GTK4's EventControllerScroll abstracts most of this, but testing on both backends is recommended. See GTK4 X11 backend and GTK4 Wayland backend.

Official Documentation

GTK4:

GTK3:

libinput:

Normalization Logic

// GTK4 EventControllerScroll:
// GTK normalizes: mouse notch = ±1.0, trackpad = fractional
int wheelDelta = (int)Math.Round(-dy * 120.0);
// Negate: GTK positive = down, v120 positive = up

// GTK3: Must check direction first (see GTK3 section above)
// Only use delta_y when direction == GDK_SCROLL_SMOOTH

// libinput v120 (if accessible directly):
int wheelDelta = (int)v120value;
// Direct passthrough — libinput v120 matches Windows v120 sign convention.
// Both produce +120 for wheel-forward (away from user).

Expected Results

Input Source Calculation WheelDelta
Mouse notch up (dy=-1.0) GTK4 round(-(-1.0) × 120) 120
Mouse notch down (dy=1.0) GTK4 round(-(1.0) × 120) -120
Trackpad micro (dy=-0.1) GTK4 round(-(-0.1) × 120) 12
GTK3 discrete UP GTK3 round(-(-1.0) × 120) 120
GTK3 discrete DOWN GTK3 round(-(1.0) × 120) -120
libinput wheel forward/away (+120) libinput passthrough 120
libinput wheel backward/toward (-120) libinput passthrough -120
High-res ¼ notch forward (+30) libinput passthrough 30

Implementation Notes

GTK4 (primary target — view already exists)

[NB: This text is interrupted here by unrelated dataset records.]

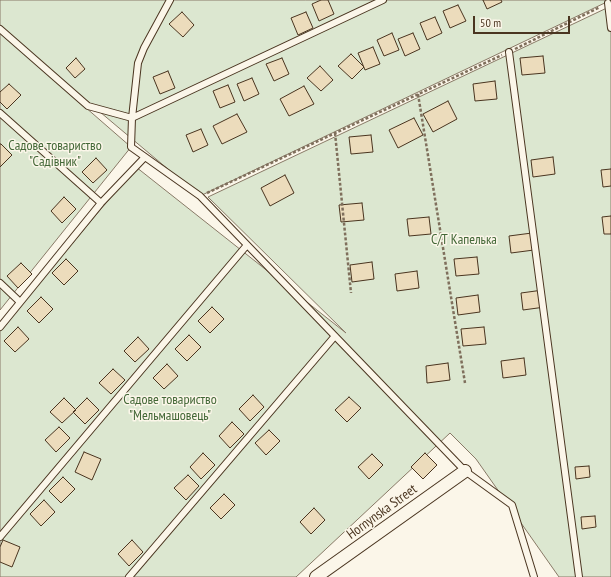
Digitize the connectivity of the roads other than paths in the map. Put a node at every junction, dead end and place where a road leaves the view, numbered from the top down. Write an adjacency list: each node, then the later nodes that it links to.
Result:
1 (170, 0): 8 (lane)
2 (383, 0): 8 (lane)
3 (608, 3): 4 (lane)
4 (611, 28)
5 (0, 29): 8 (lane)
6 (509, 52): 21 (lane)
7 (0, 113): 10 (lane)
8 (132, 118): 9 (lane)
9 (145, 157): 10 (lane); 11 (lane)
10 (101, 203): 13 (lane)
11 (247, 245): 15 (lane); 17 (lane)
12 (0, 283): 13 (lane)
13 (20, 302): 14 (lane)
14 (0, 327)
15 (335, 336): 16 (lane); 18 (lane)
16 (465, 471): 19 (street, Hornynska Street); 20 (lane)
17 (0, 537)
18 (129, 577)
19 (316, 577)
20 (534, 577)
21 (579, 577)

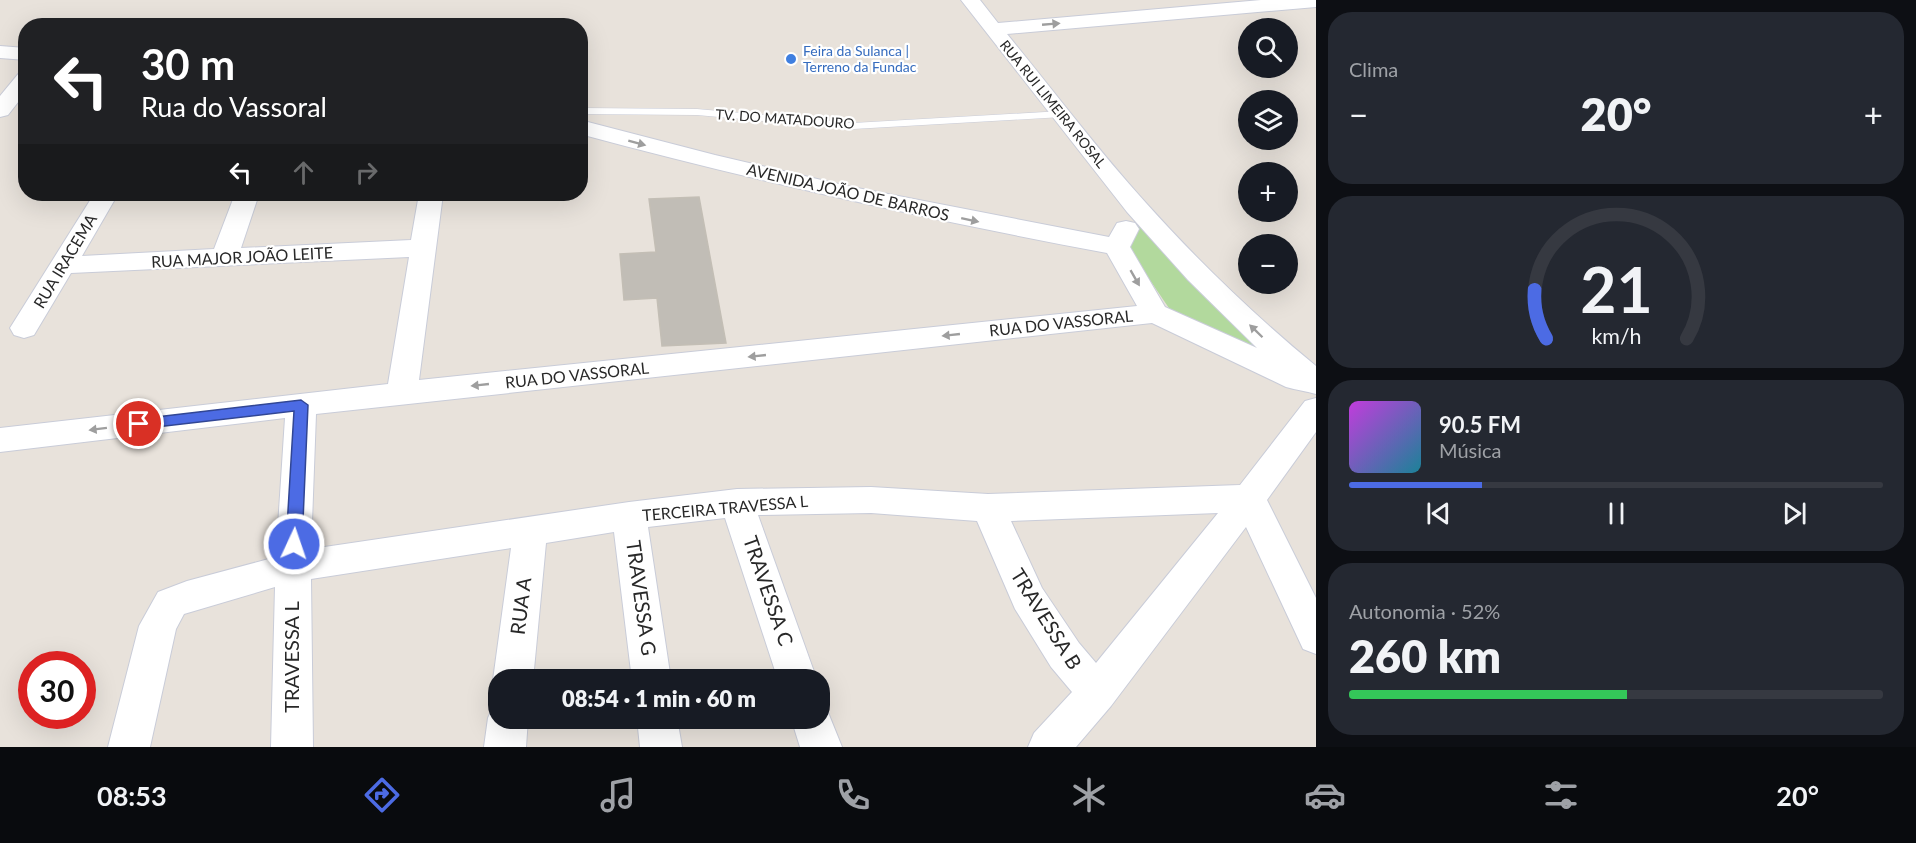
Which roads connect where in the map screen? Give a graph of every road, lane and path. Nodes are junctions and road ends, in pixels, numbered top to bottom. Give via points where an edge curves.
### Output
1 (1316, 1) edge
2 (974, 5) edge
3 (996, 19) junction
4 (0, 52) edge
5 (18, 53) edge
6 (18, 87) edge
7 (0, 110) edge
8 (588, 111) edge
9 (1062, 114) junction
10 (588, 129) edge
11 (102, 201) edge
12 (245, 201) edge
13 (430, 201) edge
14 (1136, 207) junction
15 (1117, 247) junction
16 (421, 248) junction
17 (225, 257) junction
18 (62, 265) junction
19 (1155, 313) junction
20 (24, 328) dead end
21 (1316, 383) edge
22 (1316, 388) edge
23 (402, 393) junction
24 (301, 405) junction
25 (1316, 409) edge
26 (0, 440) edge
27 (1249, 498) junction
28 (737, 503) junction
29 (988, 508) junction
30 (629, 516) junction
31 (530, 533) junction
32 (293, 567) junction
33 (1316, 637) edge
34 (514, 669) edge
35 (650, 669) edge
36 (794, 669) edge
37 (1097, 693) junction
38 (507, 729) edge
39 (659, 729) edge
40 (815, 729) edge
41 (129, 747) edge
42 (292, 747) edge
43 (505, 747) edge
44 (661, 747) edge
45 (821, 747) edge
46 (1048, 747) edge

3 -> 1 street
2 - 3 street, RUA RUI LIMEIRA ROSAL
3 - 9 street, RUA RUI LIMEIRA ROSAL
4 - 5 street
6 - 7 street
8 - 9 lane, TV. DO MATADOURO via 697,112 853,126
9 - 14 street, RUA RUI LIMEIRA ROSAL
10 -> 15 street, AVENIDA JOÃO DE BARROS via 830,190
11 - 18 street, RUA IRACEMA
12 - 17 street
13 - 16 street
14 - 15 street
21 -> 14 street, RUA RUI LIMEIRA ROSAL via 1262,337
15 -> 19 street
16 - 17 street, RUA MAJOR JOÃO LEITE
16 - 23 street
17 - 18 street, RUA MAJOR JOÃO LEITE
18 - 20 street, RUA IRACEMA
19 - 22 street
19 -> 23 street, RUA DO VASSORAL
23 - 24 street, RUA DO VASSORAL
24 -> 26 street, RUA DO VASSORAL
24 - 32 street, TRAVESSA L
25 - 27 street
27 - 29 street, TERCEIRA TRAVESSA L
27 - 33 street
27 - 37 street
28 - 29 street, TERCEIRA TRAVESSA L via 871,500
28 - 30 street, TERCEIRA TRAVESSA L
28 - 36 street, TRAVESSA C
29 - 37 street, TRAVESSA B via 1028,598 1065,655
30 - 31 street, TERCEIRA TRAVESSA L
30 - 35 street, TRAVESSA G
31 - 32 street, TERCEIRA TRAVESSA L
31 - 34 street, RUA A
32 - 41 street, TERCEIRA TRAVESSA L via 171,603 159,626
32 - 42 street, TRAVESSA L
37 - 46 street
38 - 43 street
39 - 44 street
40 - 45 street

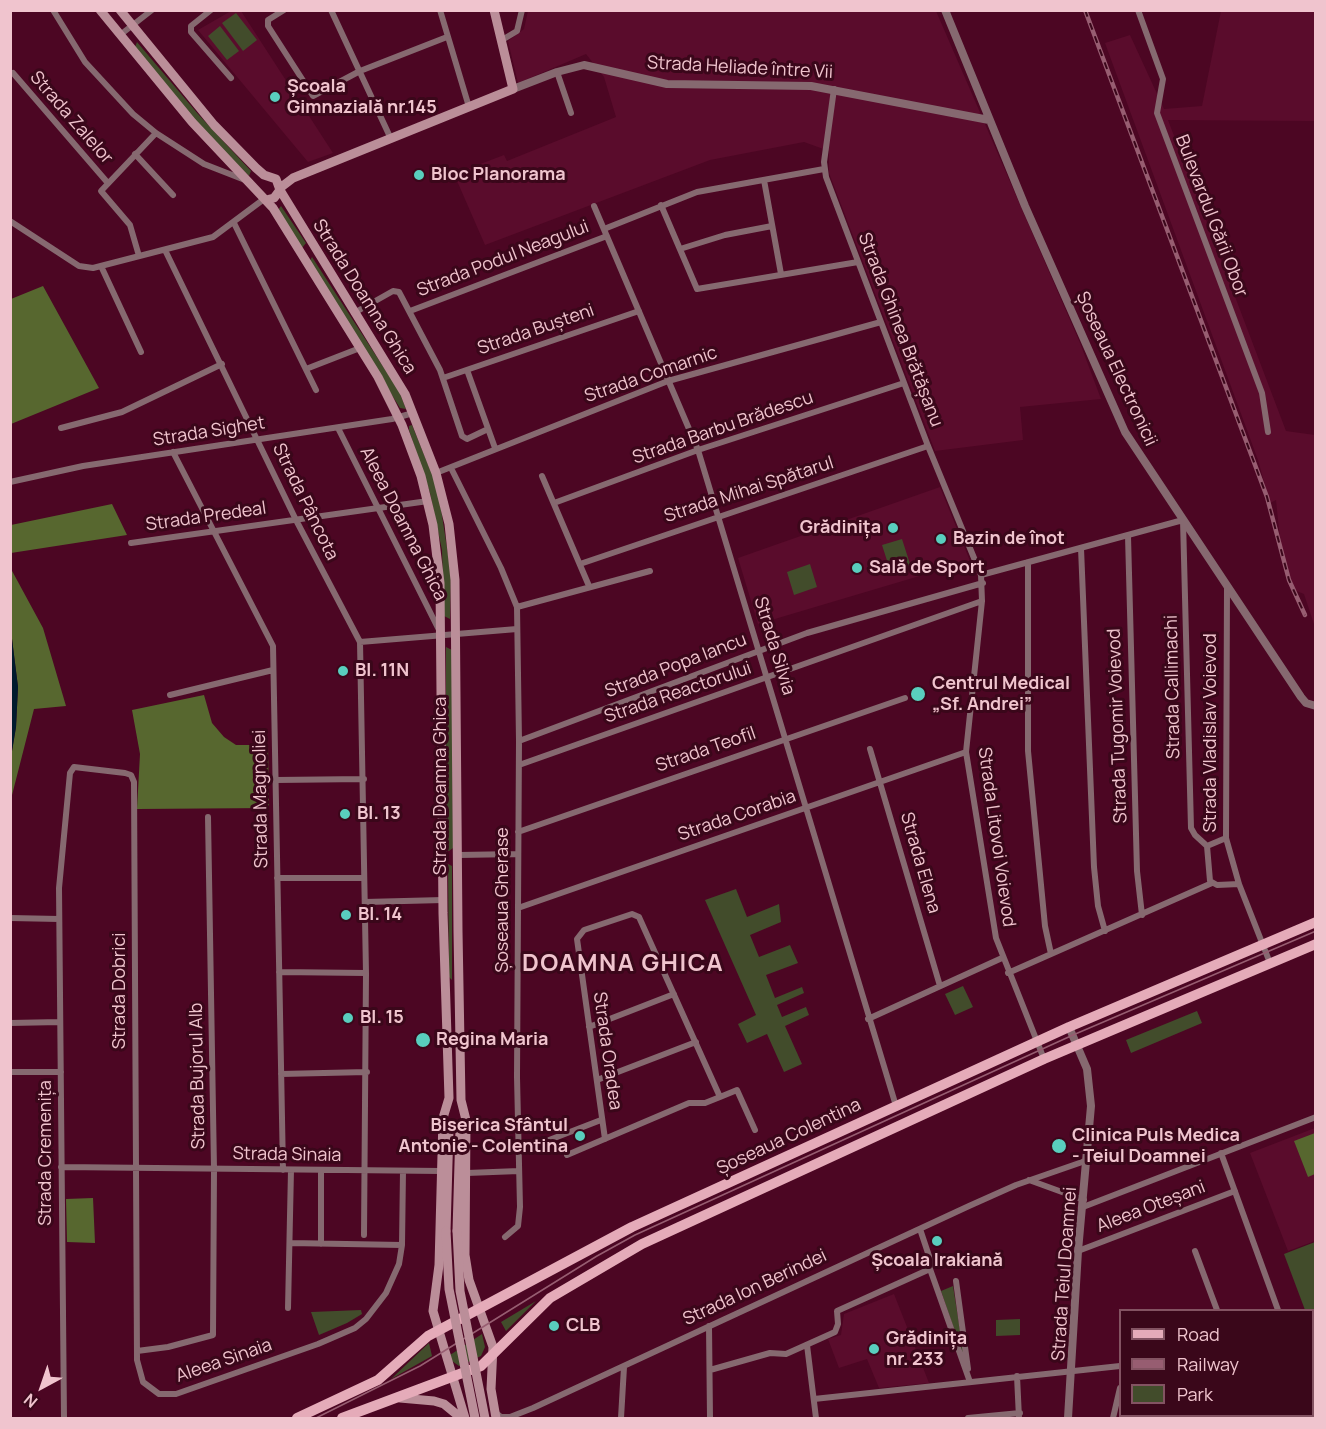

  • SKDrawingArea exists at source/SkiaSharp.Views/SkiaSharp.Views.Gtk4/SKDrawingArea.cs (merged in Add SkiaSharp.Views.Gtk4 using GirCore.Gtk-4.0 bindings #3527)
  • Uses GirCore.Gtk-4.0 v0.7.0, namespace SkiaSharp.Views.Gtk, targets $(TFMCurrent)
  • Currently only handles rendering (via SetDrawFunc → Cairo surface → SkiaSharp). No input events.
  • To add scroll: Create a Gtk.EventControllerScroll and attach to the SKDrawingArea via AddController()
  • The EventControllerScroll provides OnScroll event with dx/dy doubles
  • Can distinguish discrete vs smooth via scroll-begin/scroll-end signals or the DISCRETE flag
  • At the GTK level, libinput v120 values are already converted to ±1.0 per notch — so the × 120 formula is correct
  • Need to add touch handler infrastructure (SKTouchEventArgs, etc.) similar to other platforms
  • SKDrawingArea has Dispose() override — clean up scroll controller there

GTK3 (legacy — maintain parity)

  • SKDrawingArea exists at source/SkiaSharp.Views/SkiaSharp.Views.Gtk3/SKDrawingArea.cs
  • Uses old-style GdkEventScrollmust handle both direction enum AND smooth deltas (see GTK3 section)
  • Add a ScrollEvent handler via widget.Events |= EventMask.ScrollMask and override/connect ScrollEvent

General

  • Test on both X11 and Wayland backends to verify consistent behavior
  • GTK4 is preferred for new development. GTK3 should maintain parity.